Comment by PeterisP

Comment by PeterisP 10 months ago

21 replies

If someone would do the thing-to-be-detected (e.g. accessing CSAM) every day, then that 0.14% probability of detection turns out to be 40% for a single year (0.9986^365) or 64% over two years, so even that would deanonymize the majority of such people over time.

sigmoid10 10 months ago

That assumes you could run thousands of malicious tor nodes for several years without being detected. Unless you have vast resources and time, this is unlikely.

  • alasdair_ 10 months ago

    My point is that it doesn't require "vast resources". A VPS is $5 a month. A thousand of them would be in the disposable income budget of a single FAANG engineer never mind a nation state.

    Pay people on Fiverr to set them up for you at different ISPs so that all the setup information is different. You can use crypto to pay if you want anonimity (this is actually the main reason I used to use bitcoin - I'd pay ISPs in Iceland to run TOR exit nodes for me without linking them to my identity).

    This isn't a difficult problem. A single individual with a good job could do it.

    And sure, each connection only has a very small chance of being found, but aggregate it over a year or two and you could catch half of the users of a site if they connected with a new circuit one time per day.

    I honestly can't see why a nation state or two hasn't already done this.

    • jiveturkey 10 months ago

      > A VPS is $5 a month.

      With insignificant data caps. To get the data needed I believe you're looking at a couple hundred a month, to start.

      • judge2020 10 months ago

        Running exit nodes is also likely to result in getting booted from most VPS or even bare metal providers, maybe unless you BYOIP.

        • AstralStorm 10 months ago

          And if you BYOIP, and run a large node, Tor volunteers will try to contact you and verify...

  • worldsayshi 10 months ago

    But it doesn't seem unfeasible for a state actor that wants to track their population then?

    • ziddoap 10 months ago

      The comment that spawned this chain starts with:

      >Let's say I as a private individual

      • worldsayshi 10 months ago

        Yes that's why I said 'but'. It still seems relevant to the discussion and I wasn't aware that such attack was possible.

  • Spivak 10 months ago

    But given the attack is just logging the cleartext at the ends how are you going to detect that the servers are malicious?

  • AndyMcConachie 10 months ago

    What detection? A malicious node is only different from a non-malicious node because all the traffic is being logged. If that's our definition of a malicious node in this case then there is no way to detect one.

  • mistercheph 10 months ago

    I can't think of anyone with vast resources and time that would want to deanonymize cybercriminals

    • colechristensen 10 months ago

      Outside of 3 letter agencies which is obvious, I have known people who would do this for fun or whatever other personal motivation.

      A lot of "hacker" mentality projects involve putting a tremendous amount of effort into something with questionable utility.

      People climb mountains because they're there.
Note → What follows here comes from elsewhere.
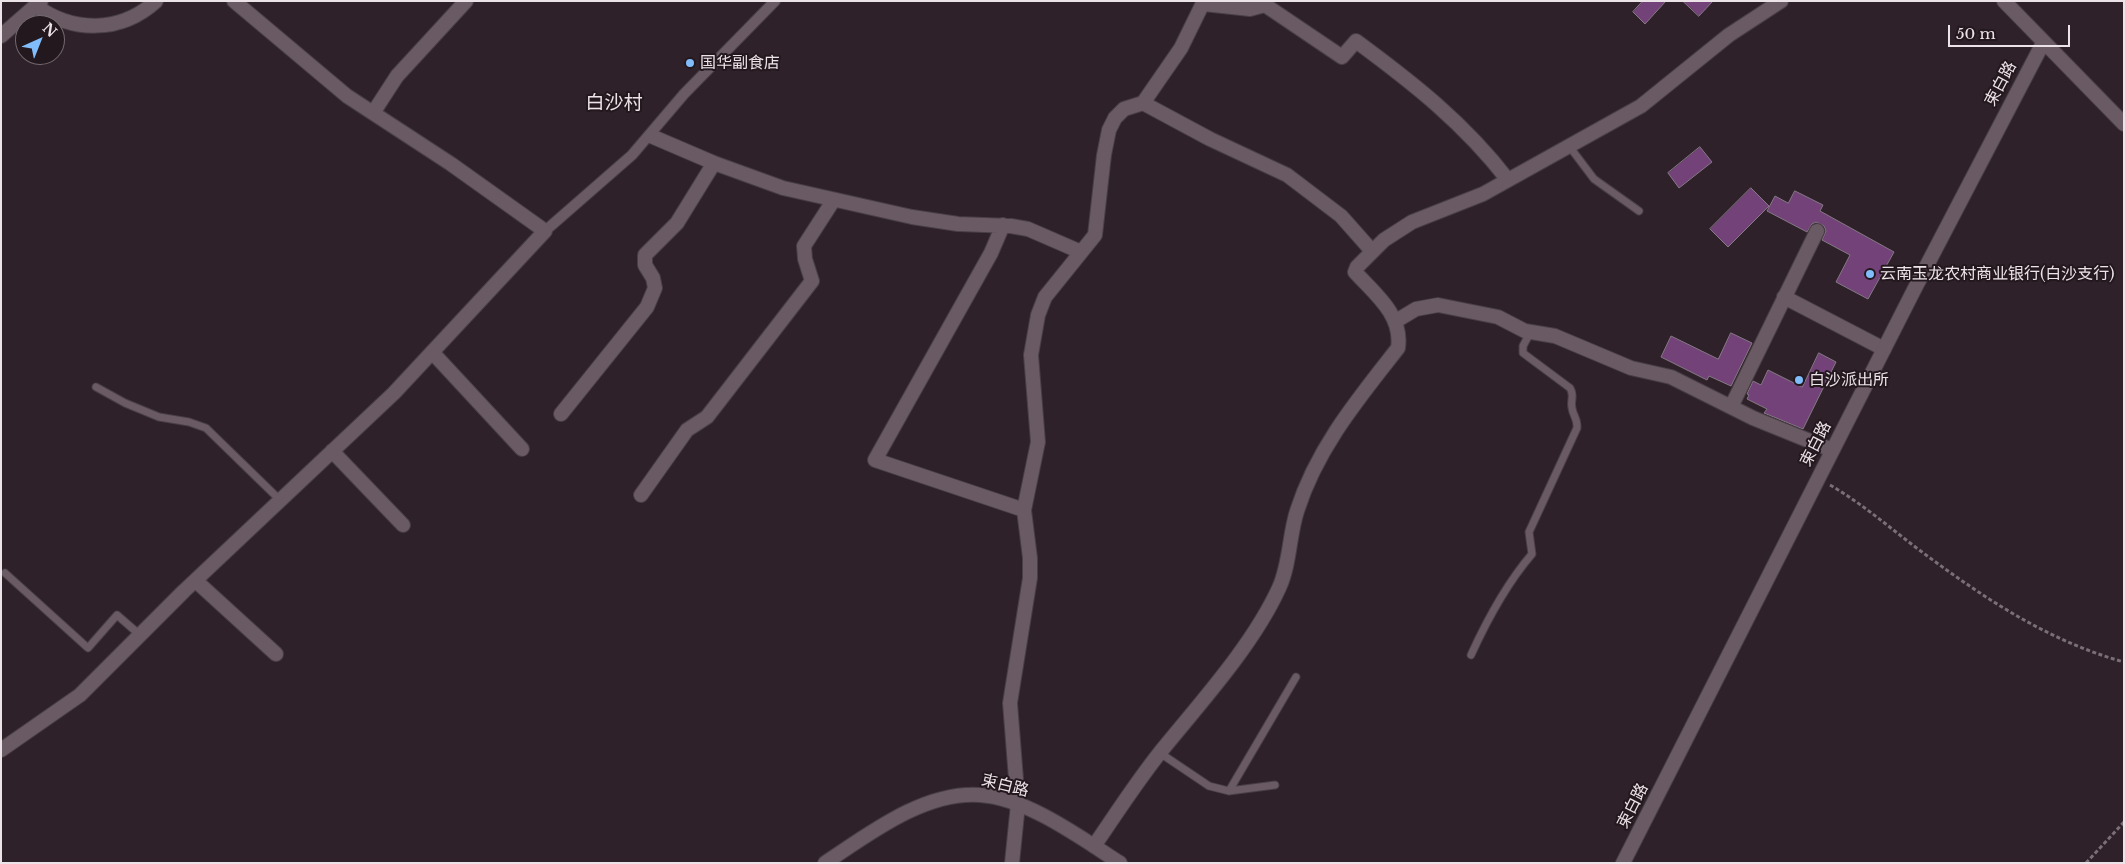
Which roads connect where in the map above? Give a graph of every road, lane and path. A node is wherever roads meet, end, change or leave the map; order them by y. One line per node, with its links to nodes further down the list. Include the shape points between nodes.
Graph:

    • sigmoid10 10 months ago

      Top commenter specifically asked about himself.

bawolff 10 months ago

That is why in tor it picks a specific guard node and sticks with it. To prevent this kind of attack where you change nodes until you hit a bad one.

  • immibis 10 months ago

    The attack Germany is thought to have actually used was to flood the network with middle nodes and wait until the victim connects to their middle node. Then, it knows the guard node's IP. Then, it went to an ISP and got logs for everyone who connected to that IP.

    • posterboy 10 months ago

      technicly this is the only comment in this chain that is relevant to the featured article, but it's technicly so incomplete that it's almost wrong, I can tell from having read the thread and knowing next to nothing else about how TOR works.

      They don't have plausible evidence to subpoena the guard node if a middle node only sees encrypted traffic. They would also need to control the exit nodes which communicate with the target's host or they simply control the host as a honeypot.

      • immibis 10 months ago

        Because the victim was an onion server, they could make it generate new connections at will. They used timing correlation to determine their node was the middle node for their connection.